È un terreno accidentato sul quale non vogliamo inoltrarci. Non ne abbiamo l'autorità. E questo, soprattutto, non è il contesto. Abbiamo a disposizione poche righe, non bastano a sviluppare analisi e ragionamenti, a prendere in considerazione i pro, i contro, i fatti, gli antefatti. Non c’è spazio per approfondire.
Però.
È una data importante. Una sorta di spartiacque.
Theo van Gogh è un’artista (produttore, giornalista e regista) olandese. È un pensatore eclettico, originale, radicale. Bravo, piuttosto conosciuto.
L’arte, però, occupa solo una parte della sua vita. O, meglio, è strumentale ad altro, all’espressione di una idea, di un modo di vedere che rifiuta ogni compromesso.  Quando scrive, van Gogh non ha peli sulla lingua. È diretto, estremo. Non a caso viene licenziato più volte dai giornali con i quali collabora.
Le sue prese di posizione sono difficilmente catalogabili, le categorie "destra" e "sinistra" non appartengono al suo modo di vedere. C’è una cosa che lo ossessiona: la libertà. In quegli anni, è l’inizio del duemila, la fa coincidere con un rifiuto radicale dell’estremismo islamico.

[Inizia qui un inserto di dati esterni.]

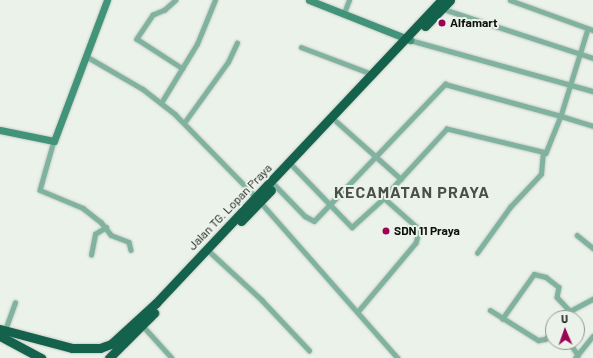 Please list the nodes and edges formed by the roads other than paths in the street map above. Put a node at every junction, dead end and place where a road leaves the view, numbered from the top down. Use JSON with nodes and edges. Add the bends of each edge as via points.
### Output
{"nodes":[{"id":1,"x":107,"y":0,"type":"edge"},
{"id":2,"x":176,"y":0,"type":"edge"},
{"id":3,"x":215,"y":0,"type":"edge"},
{"id":4,"x":308,"y":0,"type":"edge"},
{"id":5,"x":349,"y":0,"type":"edge"},
{"id":6,"x":450,"y":0,"type":"edge"},
{"id":7,"x":510,"y":0,"type":"edge"},
{"id":8,"x":442,"y":4,"type":"edge"},
{"id":9,"x":344,"y":13,"type":"junction"},
{"id":10,"x":591,"y":30,"type":"edge"},
{"id":11,"x":407,"y":39,"type":"junction"},
{"id":12,"x":237,"y":43,"type":"dead end"},
{"id":13,"x":301,"y":47,"type":"dead end"},
{"id":14,"x":581,"y":54,"type":"junction"},
{"id":15,"x":86,"y":56,"type":"junction"},
{"id":16,"x":593,"y":58,"type":"edge"},
{"id":17,"x":182,"y":68,"type":"junction"},
{"id":18,"x":372,"y":74,"type":"junction"},
{"id":19,"x":572,"y":85,"type":"junction"},
{"id":20,"x":593,"y":91,"type":"edge"},
{"id":21,"x":161,"y":102,"type":"junction"},
{"id":22,"x":561,"y":116,"type":"junction"},
{"id":23,"x":336,"y":121,"type":"junction"},
{"id":24,"x":184,"y":123,"type":"junction"},
{"id":25,"x":593,"y":126,"type":"edge"},
{"id":26,"x":0,"y":130,"type":"edge"},
{"id":27,"x":54,"y":141,"type":"junction"},
{"id":28,"x":543,"y":153,"type":"junction"},
{"id":29,"x":375,"y":156,"type":"junction"},
{"id":30,"x":293,"y":166,"type":"junction"},
{"id":31,"x":401,"y":179,"type":"junction"},
{"id":32,"x":275,"y":185,"type":"junction"},
{"id":33,"x":384,"y":198,"type":"junction"},
{"id":34,"x":258,"y":200,"type":"junction"},
{"id":35,"x":329,"y":205,"type":"junction"},
{"id":36,"x":106,"y":227,"type":"junction"},
{"id":37,"x":577,"y":235,"type":"dead end"},
{"id":38,"x":593,"y":248,"type":"edge"},
{"id":39,"x":131,"y":250,"type":"dead end"},
{"id":40,"x":210,"y":252,"type":"junction"},
{"id":41,"x":477,"y":253,"type":"dead end"},
{"id":42,"x":91,"y":255,"type":"dead end"},
{"id":43,"x":593,"y":299,"type":"edge"},
{"id":44,"x":15,"y":303,"type":"dead end"},
{"id":45,"x":490,"y":310,"type":"dead end"},
{"id":46,"x":569,"y":310,"type":"edge"},
{"id":47,"x":572,"y":310,"type":"edge"},
{"id":48,"x":358,"y":312,"type":"junction"},
{"id":49,"x":502,"y":319,"type":"junction"},
{"id":50,"x":142,"y":326,"type":"junction"},
{"id":51,"x":2,"y":332,"type":"edge"},
{"id":52,"x":593,"y":336,"type":"edge"},
{"id":53,"x":545,"y":337,"type":"edge"},
{"id":54,"x":41,"y":340,"type":"junction"},
{"id":55,"x":105,"y":347,"type":"junction"},
{"id":56,"x":308,"y":350,"type":"dead end"},
{"id":57,"x":39,"y":357,"type":"edge"},
{"id":58,"x":110,"y":357,"type":"edge"},
{"id":59,"x":577,"y":357,"type":"edge"},
{"id":60,"x":172,"y":358,"type":"edge"},
{"id":61,"x":398,"y":358,"type":"edge"}],
"edges":[{"from":1,"to":15,"type":"street"},
{"from":2,"to":17,"type":"street","via":[[165,10],[154,14],[137,39]]},
{"from":3,"to":17,"type":"street","via":[[197,44]]},
{"from":4,"to":9,"type":"street"},
{"from":5,"to":9,"type":"street"},
{"from":6,"to":8,"type":"highway","name":"Jalan TG. Lopan Praya"},
{"from":7,"to":10,"type":"street"},
{"from":8,"to":11,"type":"highway","name":"Jalan TG. Lopan Praya"},
{"from":8,"to":14,"type":"street"},
{"from":9,"to":11,"type":"street"},
{"from":10,"to":14,"type":"street"},
{"from":11,"to":18,"type":"highway","name":"Jalan TG. Lopan Praya"},
{"from":11,"to":19,"type":"street"},
{"from":11,"to":23,"type":"highway","name":"Jalan TG. Lopan Praya"},
{"from":12,"to":24,"type":"street","via":[[228,62]]},
{"from":13,"to":18,"type":"street"},
{"from":14,"to":16,"type":"street"},
{"from":14,"to":19,"type":"street"},
{"from":15,"to":21,"type":"street"},
{"from":15,"to":27,"type":"street"},
{"from":17,"to":21,"type":"street"},
{"from":18,"to":34,"type":"highway","name":"Jalan TG. Lopan Praya"},
{"from":19,"to":20,"type":"street"},
{"from":19,"to":22,"type":"street"},
{"from":21,"to":24,"type":"street"},
{"from":22,"to":25,"type":"street"},
{"from":22,"to":28,"type":"street","via":[[549,151]]},
{"from":22,"to":29,"type":"street","via":[[445,84]]},
{"from":23,"to":29,"type":"street"},
{"from":23,"to":30,"type":"highway","name":"Jalan TG. Lopan Praya"},
{"from":24,"to":34,"type":"street"},
{"from":26,"to":27,"type":"street"},
{"from":27,"to":36,"type":"street","via":[[40,190],[83,208]]},
{"from":28,"to":31,"type":"street","via":[[447,129]]},
{"from":28,"to":41,"type":"street","via":[[541,174],[510,207]]},
{"from":29,"to":31,"type":"street"},
{"from":29,"to":35,"type":"street"},
{"from":30,"to":32,"type":"highway","name":"Jalan TG. Lopan Praya"},
{"from":30,"to":35,"type":"street"},
{"from":31,"to":33,"type":"street"},
{"from":32,"to":34,"type":"highway","name":"Jalan TG. Lopan Praya"},
{"from":32,"to":35,"type":"street","via":[[312,221]]},
{"from":33,"to":35,"type":"street","via":[[353,227]]},
{"from":33,"to":48,"type":"street","via":[[418,228],[418,239]]},
{"from":34,"to":40,"type":"highway","name":"Jalan TG. Lopan Praya"},
{"from":34,"to":48,"type":"street"},
{"from":34,"to":55,"type":"highway","name":"Jalan TG. Lopan Praya","via":[[124,334]]},
{"from":36,"to":39,"type":"street","via":[[111,234],[129,242]]},
{"from":36,"to":42,"type":"street","via":[[96,234]]},
{"from":37,"to":38,"type":"street"},
{"from":40,"to":50,"type":"highway","name":"Jalan TG. Lopan Praya"},
{"from":40,"to":56,"type":"street","via":[[262,300]]},
{"from":43,"to":47,"type":"street"},
{"from":44,"to":51,"type":"street"},
{"from":45,"to":49,"type":"street"},
{"from":46,"to":49,"type":"street","via":[[557,297],[558,287],[546,277],[534,274]]},
{"from":48,"to":61,"type":"street"},
{"from":49,"to":53,"type":"street","via":[[540,341]]},
{"from":50,"to":58,"type":"highway","name":"Jalan TG. Lopan Praya"},
{"from":50,"to":60,"type":"street"},
{"from":51,"to":54,"type":"highway"},
{"from":51,"to":57,"type":"highway"},
{"from":52,"to":59,"type":"street"},
{"from":54,"to":55,"type":"highway","via":[[72,348]]},
{"from":54,"to":57,"type":"highway"},
{"from":55,"to":58,"type":"street"}]}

In seguito alla morte dell’amico Pim Fortuyn, van Gogh si avvicina ad Ayaan Hirsi Ali, una scrittrice e politica di origini somale che si batte per la diffusione dei diritti umani nel mondo musulmano. È lei che scrive la sceneggiatura di Submission (“Sottomissione", uno dei possibili modi di tradurre il termine arabo "Islam"), cortometraggio che l’olandese dirige al fine di denunciare la condizione delle donne musulmane. Nel video, la donna è velata e sottoposta all’arbitrio di un parente. Sul suo corpo sono scritti alcuni versetti del Corano.

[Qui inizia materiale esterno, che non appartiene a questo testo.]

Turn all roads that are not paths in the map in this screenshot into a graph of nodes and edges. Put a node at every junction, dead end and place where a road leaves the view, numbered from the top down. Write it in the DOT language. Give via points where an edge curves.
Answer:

È un caso. Le reazioni, le condanne, gli apprezzamenti non si fanno attendere. Van Gogh viene colpito da una fatwa, è condannato a morte.  

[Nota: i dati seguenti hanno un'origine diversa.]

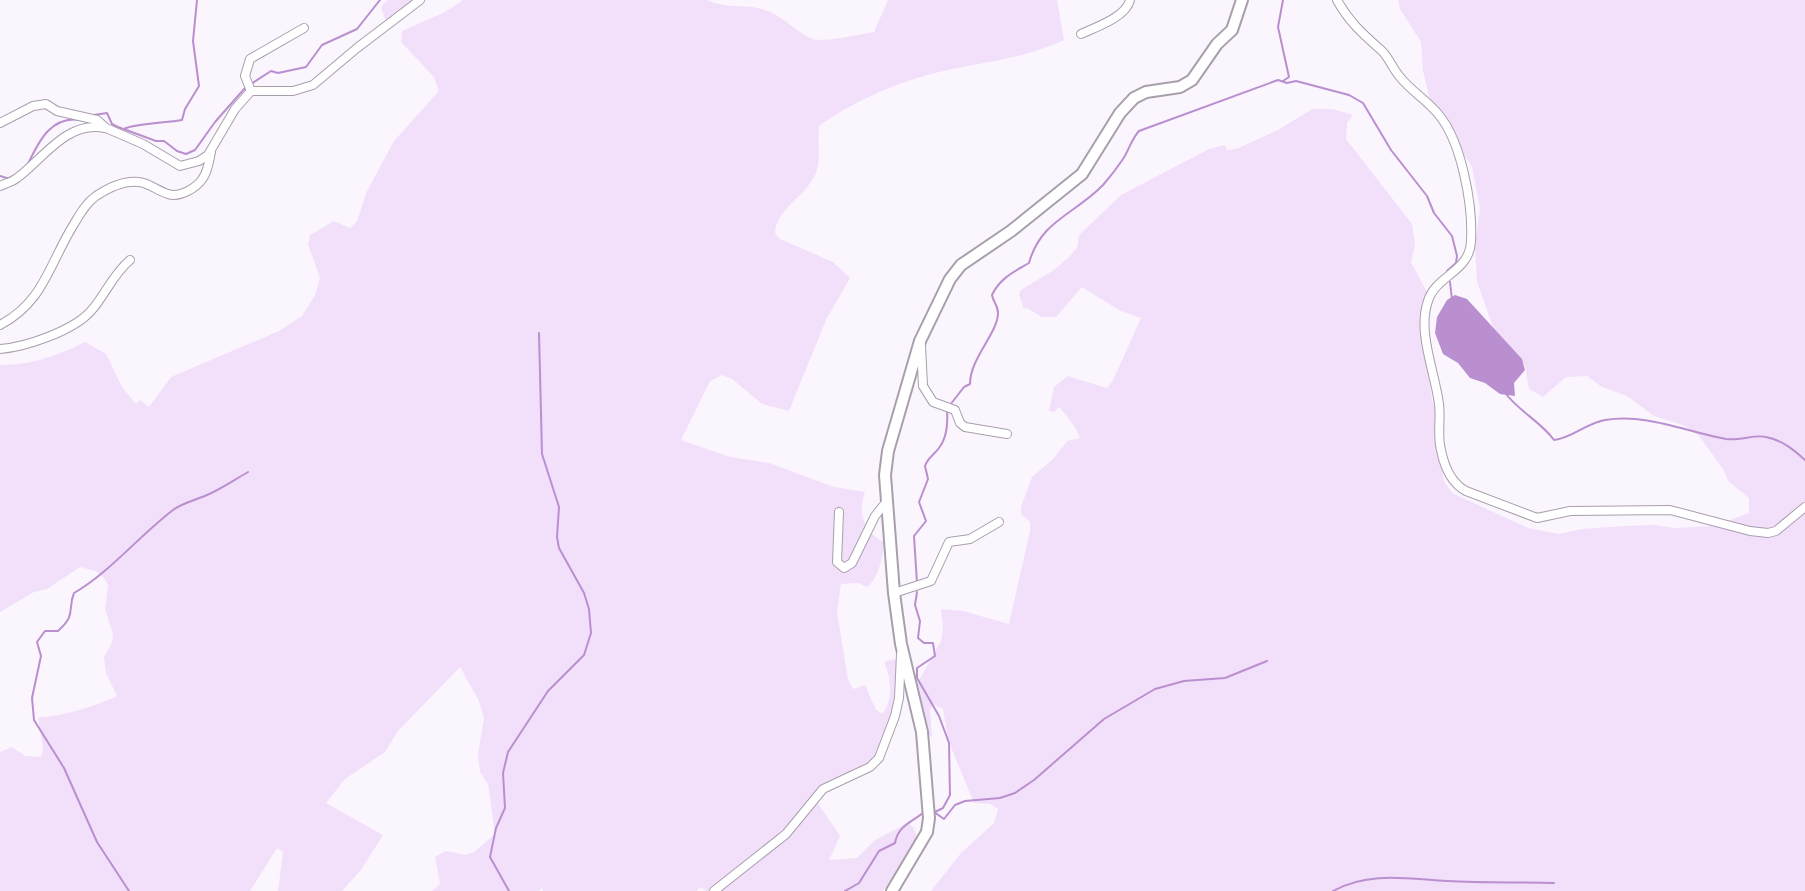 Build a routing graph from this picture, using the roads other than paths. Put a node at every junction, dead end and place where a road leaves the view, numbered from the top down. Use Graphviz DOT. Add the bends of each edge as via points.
graph roads {
  1 [pos="420,0"];
  2 [pos="1130,0"];
  3 [pos="1242,0"];
  4 [pos="1337,0"];
  5 [pos="304,28"];
  6 [pos="1081,34"];
  7 [pos="251,92"];
  8 [pos="0,123"];
  9 [pos="106,128"];
  10 [pos="211,151"];
  11 [pos="0,186"];
  12 [pos="130,260"];
  13 [pos="0,325"];
  14 [pos="920,341"];
  15 [pos="0,349"];
  16 [pos="1007,434"];
  17 [pos="888,500"];
  18 [pos="1805,507"];
  19 [pos="839,512"];
  20 [pos="999,522"];
  21 [pos="894,593"];
  22 [pos="901,644"];
  23 [pos="714,891"];
  24 [pos="892,891"];
  1 -- 7 [label="street" via="313,85 293,91"];
  2 -- 6 [label="street" via="1118,14"];
  3 -- 14 [label="street" via="1232,30 1192,80 1180,87 1146,92 1134,98 1120,113 1083,174 961,265 950,279"];
  4 -- 18 [label="street" via="1356,30 1382,51 1400,77 1440,116 1467,191 1471,226 1468,257 1432,291 1424,314 1439,407 1441,451 1452,479 1466,491 1538,518 1570,511 1670,510 1768,533"];
  5 -- 7 [label="street" via="250,59 245,76"];
  7 -- 10 [label="street" via="235,109"];
  8 -- 9 [label="street" via="42,103 64,113 90,117"];
  9 -- 10 [label="street" via="180,166 199,161"];
  9 -- 11 [label="street" via="89,127 66,137 15,180"];
  10 -- 13 [label="street" via="204,178 179,195 171,196 136,182 120,184 95,197 84,207 56,253 36,297"];
  12 -- 15 [label="street" via="80,320 33,342"];
  14 -- 16 [label="street" via="923,386 933,402 955,410 964,426"];
  14 -- 17 [label="street" via="886,464"];
  17 -- 19 [label="street" via="875,516 852,563 844,568 837,562"];
  17 -- 21 [label="street"];
  20 -- 21 [label="street" via="970,538 949,542 931,581"];
  21 -- 22 [label="street"];
  22 -- 23 [label="street" via="899,698 879,758 823,789 786,834"];
  22 -- 24 [label="street" via="922,732 929,818 924,838"];
}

Sono le 8.45 del 2 novembre 2004. Theo van Gogh cammina per le vie di Amsterdam. Mohammed Bouyeri, un militante fondamentalista con la doppia cittadinanza, olandese e marocchina, lo raggiunge. Spara due colpi. Sembra che, prima di accasciarsi, Van Gogh chieda: “Non possiamo parlarne?”. Bouyeri si accanisce. Spara altri quattro colpi. Gli taglia la gola e infilza un coltello nella pancia. Appuntata al pugnale lascia una lettera che chiama alla Jihad contro gli infedeli.

Sono passati sette anni. È rimasta una questione: la libertà ha un limite? Quale? Chi lo stabilisce?